Desarraigo
Eva Basterra Seone
Desde que tengo registro de mi cotidianeidad, me recuerdo de flete en flete, de tren en tren, de camión en camión, mudándonos con mi fa-milia por barrios platenses, del conurbano y alguna que otra provincia. A veces con mi viejo, a veces sin él, siempre con mi vieja que le decía a lxs vecinxs que su marido era viajante, por eso sus largas ausencias. Esas mudanzas implicaban cambios constantes de escuelas, amigxs del barrio, trabajos, en fin, inestabilidad. Ser la nueva siempre fue duro pero no tanto, ya que rearmar lazos nunca fue un inconveniente para mí. El problema de eso era romperlos, cortarlos, dejarlos para no volver a recuperarlos nunca.
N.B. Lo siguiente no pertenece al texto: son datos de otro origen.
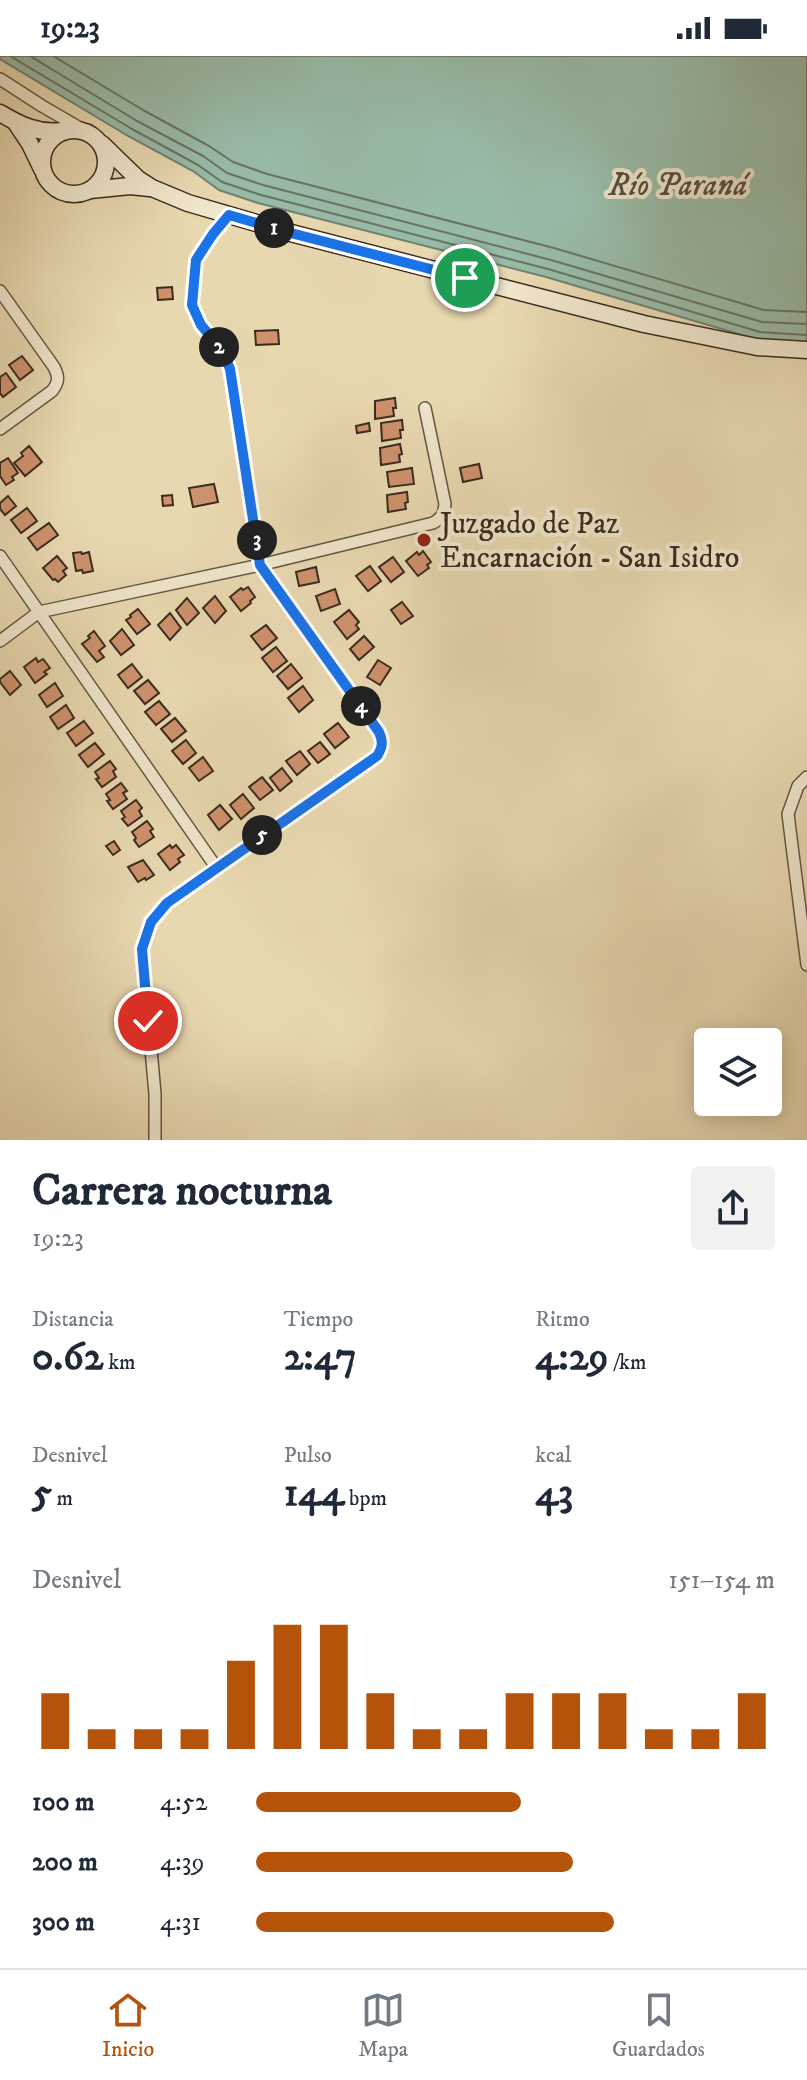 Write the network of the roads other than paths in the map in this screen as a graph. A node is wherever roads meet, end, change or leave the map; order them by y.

Un día llegamos al barrio platense de Tolosa; tuve nueva escuela, tuvimos nueva casa y tuve nuevxs amigxs. Una tarde escuché a mis viejos que hablaban de mudarse a City Bell, a la casa de unxs compañerxs que nos ofrecían hospedaje. Hacía poco habíamos regresado de Neuquén y aún no podíamos solventar un alquiler con lo cual anduvimos boyando de casa en casa. Ese traslado a ese otro barrio implicaba el riesgo de volver a cambiar de escuela… así que la encaré a mi vieja y le dije llorisqueando: —Ma, mudémonos, pero por favor, no me cambies de colegio—. Necesitaba una raíz, empezar a generar relaciones que perdurasen aunque fuera unos años.
Obviamente que eso sucedió, mi escuela primaria desde tercer gra-do hasta séptimo fue la José María Bustillo Nº 79 de Tolosa. Objetivo cumplido: tenía amigxs, que luego fueron también del barrio, todo era casi perfecto. Comenzamos a tener un poco de estabilidad emocional, pero el silencio aún nos envolvía. Tenía prohibido contar “nuestra historia”. Corrían los años ‘80 y todo aún estaba enrarecido, con lo cual la seguridad no era plena.
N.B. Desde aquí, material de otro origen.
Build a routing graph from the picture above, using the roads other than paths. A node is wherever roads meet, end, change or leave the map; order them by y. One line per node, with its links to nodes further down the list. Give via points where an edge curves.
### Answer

Recuerdo que mi mejor amiga se llamaba María Laura Borrello. Nos la pasábamos juntas en la escuela y fuera de ella. Solía quedarme a dormir seguido en su casa, tocábamos la guitarra, sacábamos canciones, hablábamos de nuestros amores y futuros lejanos. Un día me dieron unas ganas terribles de contarle todo lo que habíamos vivido: el secuestro, las mudanzas, los cambios de escuela. Le consulté a mi mamá si podía; Laura era mi amiga y qué podría pasar. Me contestó seria y preocupada: —Mirá Mari, la familia de Laura es de Punta Alta y allá está lleno de milicos… mejor no.
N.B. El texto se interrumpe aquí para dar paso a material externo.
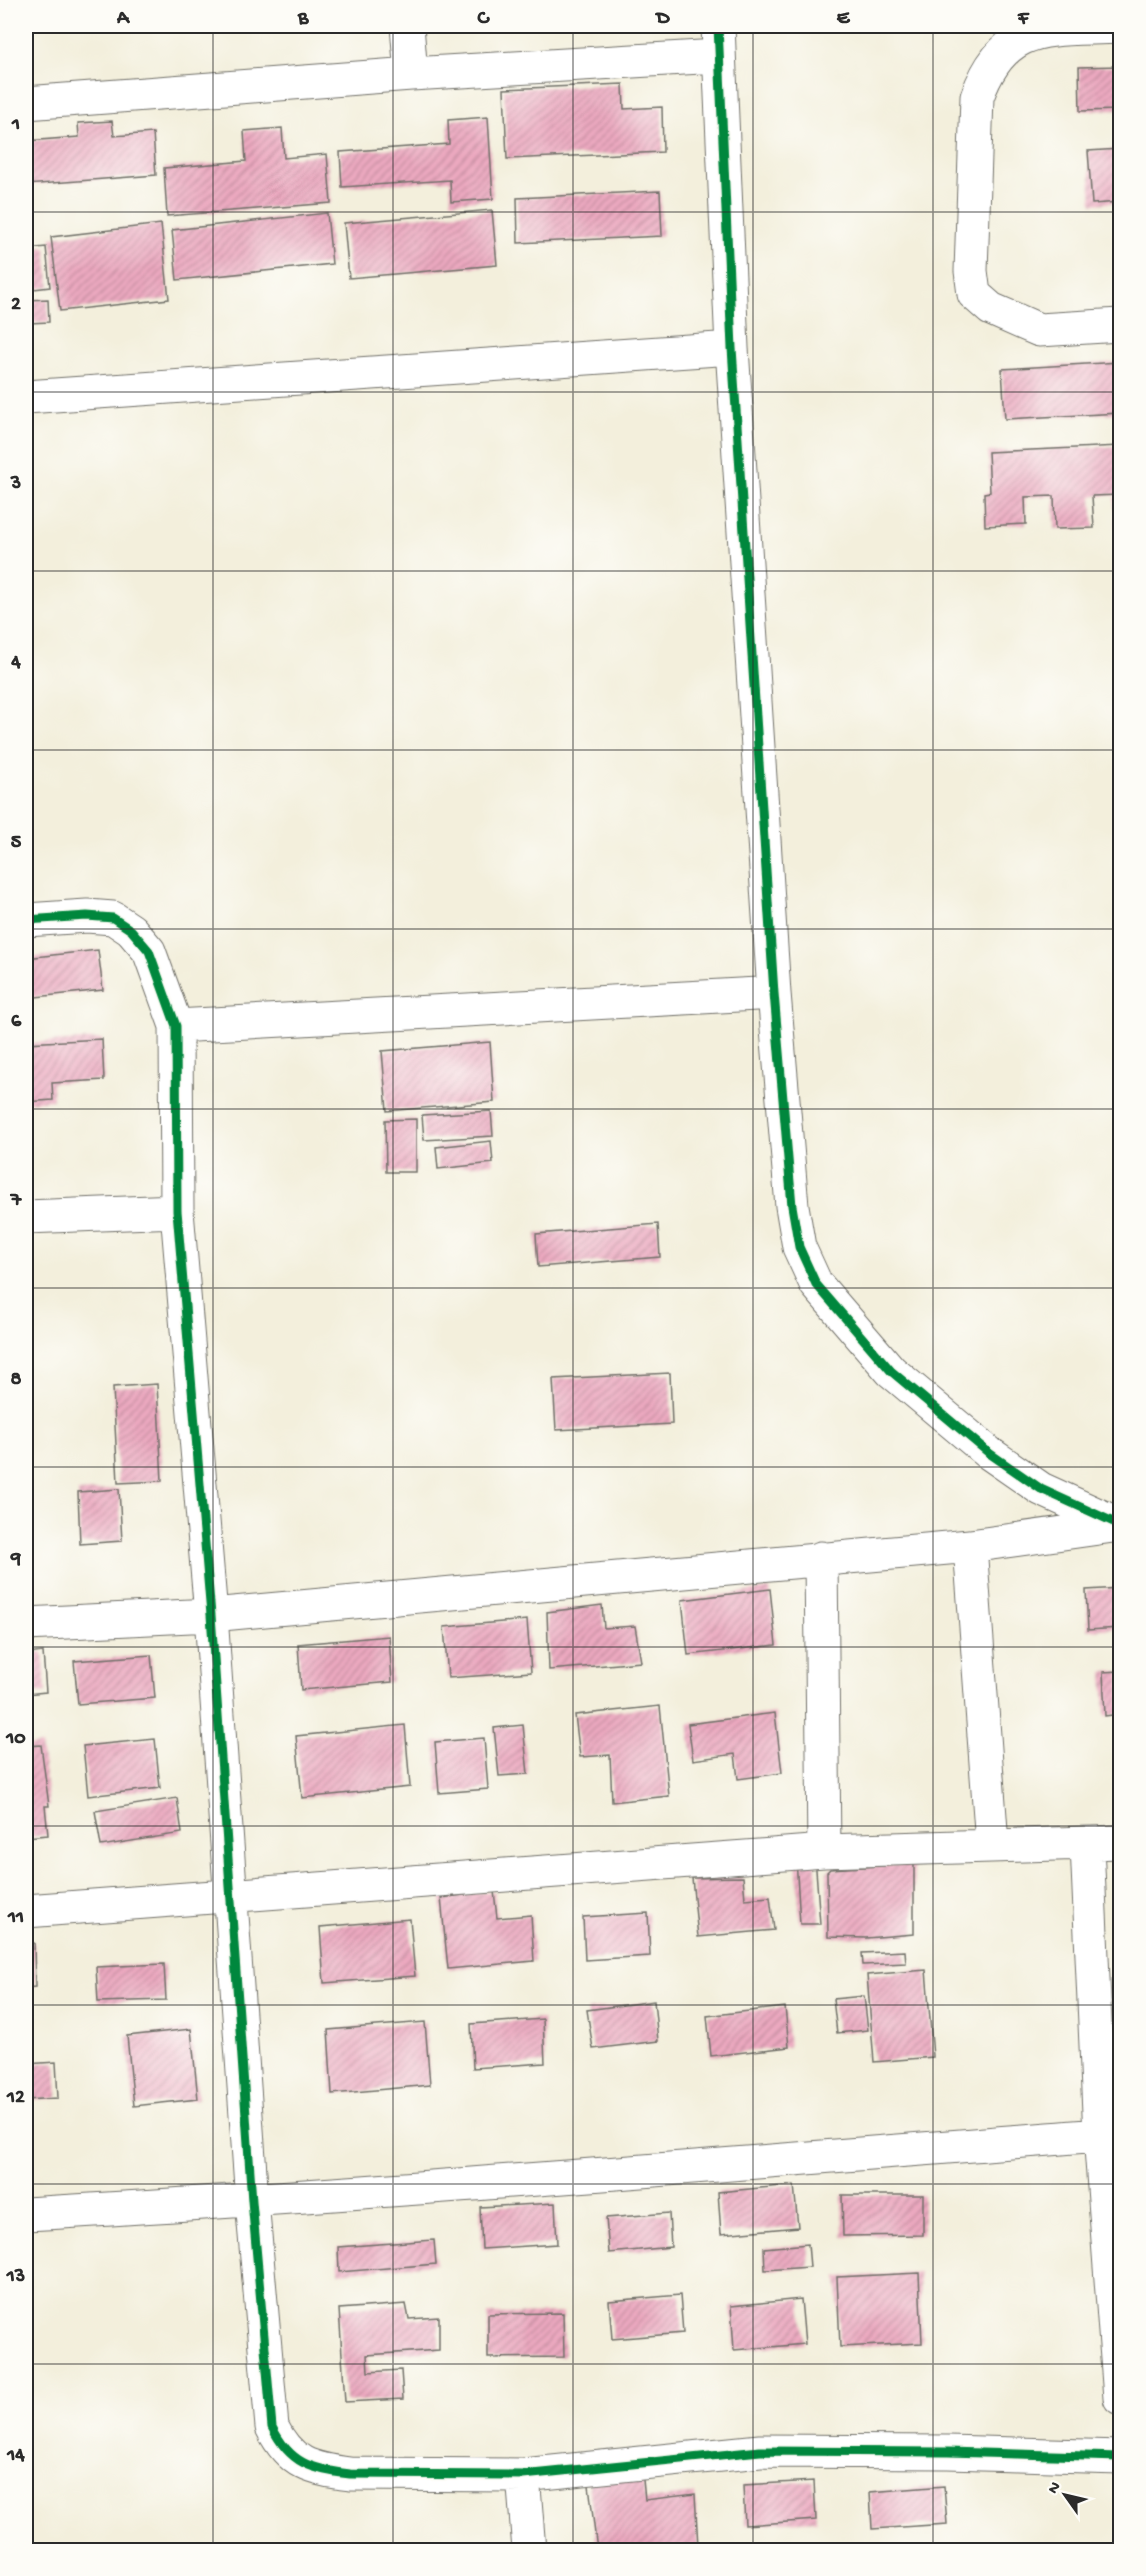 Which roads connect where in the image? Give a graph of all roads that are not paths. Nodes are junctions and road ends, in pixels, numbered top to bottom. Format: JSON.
{"nodes":[{"id":1,"x":406,"y":26,"type":"edge"},
{"id":2,"x":1120,"y":27,"type":"edge"},
{"id":3,"x":718,"y":41,"type":"edge"},
{"id":4,"x":411,"y":74,"type":"junction"},
{"id":5,"x":26,"y":103,"type":"edge"},
{"id":6,"x":1120,"y":325,"type":"edge"},
{"id":7,"x":732,"y":348,"type":"junction"},
{"id":8,"x":26,"y":397,"type":"edge"},
{"id":9,"x":26,"y":920,"type":"edge"},
{"id":10,"x":774,"y":993,"type":"junction"},
{"id":11,"x":176,"y":1026,"type":"junction"},
{"id":12,"x":177,"y":1211,"type":"junction"},
{"id":13,"x":26,"y":1217,"type":"edge"},
{"id":14,"x":1120,"y":1525,"type":"edge"},
{"id":15,"x":970,"y":1546,"type":"junction"},
{"id":16,"x":821,"y":1557,"type":"junction"},
{"id":17,"x":211,"y":1615,"type":"junction"},
{"id":18,"x":26,"y":1624,"type":"edge"},
{"id":19,"x":1120,"y":1842,"type":"edge"},
{"id":20,"x":992,"y":1844,"type":"junction"},
{"id":21,"x":1088,"y":1845,"type":"junction"},
{"id":22,"x":824,"y":1851,"type":"junction"},
{"id":23,"x":232,"y":1895,"type":"junction"},
{"id":24,"x":26,"y":1911,"type":"edge"},
{"id":25,"x":1100,"y":2135,"type":"junction"},
{"id":26,"x":252,"y":2201,"type":"junction"},
{"id":27,"x":26,"y":2214,"type":"edge"},
{"id":28,"x":1120,"y":2398,"type":"edge"},
{"id":29,"x":1120,"y":2457,"type":"edge"},
{"id":30,"x":523,"y":2475,"type":"junction"},
{"id":31,"x":529,"y":2550,"type":"edge"}],
"edges":[{"from":1,"to":4,"type":"street"},
{"from":2,"to":6,"type":"street"},
{"from":3,"to":4,"type":"street"},
{"from":3,"to":7,"type":"street"},
{"from":4,"to":5,"type":"street"},
{"from":7,"to":8,"type":"street"},
{"from":7,"to":10,"type":"street"},
{"from":9,"to":11,"type":"street"},
{"from":10,"to":11,"type":"street"},
{"from":10,"to":14,"type":"street"},
{"from":11,"to":12,"type":"street"},
{"from":12,"to":13,"type":"street"},
{"from":12,"to":17,"type":"street"},
{"from":14,"to":15,"type":"street"},
{"from":15,"to":16,"type":"street"},
{"from":15,"to":20,"type":"street"},
{"from":16,"to":17,"type":"street"},
{"from":16,"to":22,"type":"street"},
{"from":17,"to":18,"type":"street"},
{"from":17,"to":23,"type":"street"},
{"from":19,"to":21,"type":"street"},
{"from":20,"to":21,"type":"street"},
{"from":20,"to":22,"type":"street"},
{"from":21,"to":25,"type":"street"},
{"from":22,"to":23,"type":"street"},
{"from":23,"to":24,"type":"street"},
{"from":23,"to":26,"type":"street"},
{"from":25,"to":26,"type":"street"},
{"from":25,"to":28,"type":"street"},
{"from":26,"to":27,"type":"street"},
{"from":26,"to":30,"type":"street"},
{"from":29,"to":30,"type":"street"},
{"from":30,"to":31,"type":"street"}]}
Así era, así fue por un largo tiempo, hasta finalizar la primaria, cuando el último día de clases le conté, con un nudo en la garganta, a Sonia –mi maestra de sexto y séptimo grado, a quien yo admiraba y adoraba inconmensurablemente– que además de haberme venido la menstruación, un 10 de agosto de 1979, cuando yo tenía solo dos meses de vida, un grupo de tareas de la ESMA cayó en mi casa de Lanús y nos secuestró a mis viejos y a mí, llevándonos a un centro clandestino de detención, destruyendo por completo la posibilidad de crecer en la casa que habíamos elegido para vivir, haciendo añicos la vida de barrio, la charla tranquila con la vecina, sumergiéndonos en una mentira constante al contar de dónde veníamos; empujándonos al desarraigo de la palabra, de la permanencia, de la felicidad plena.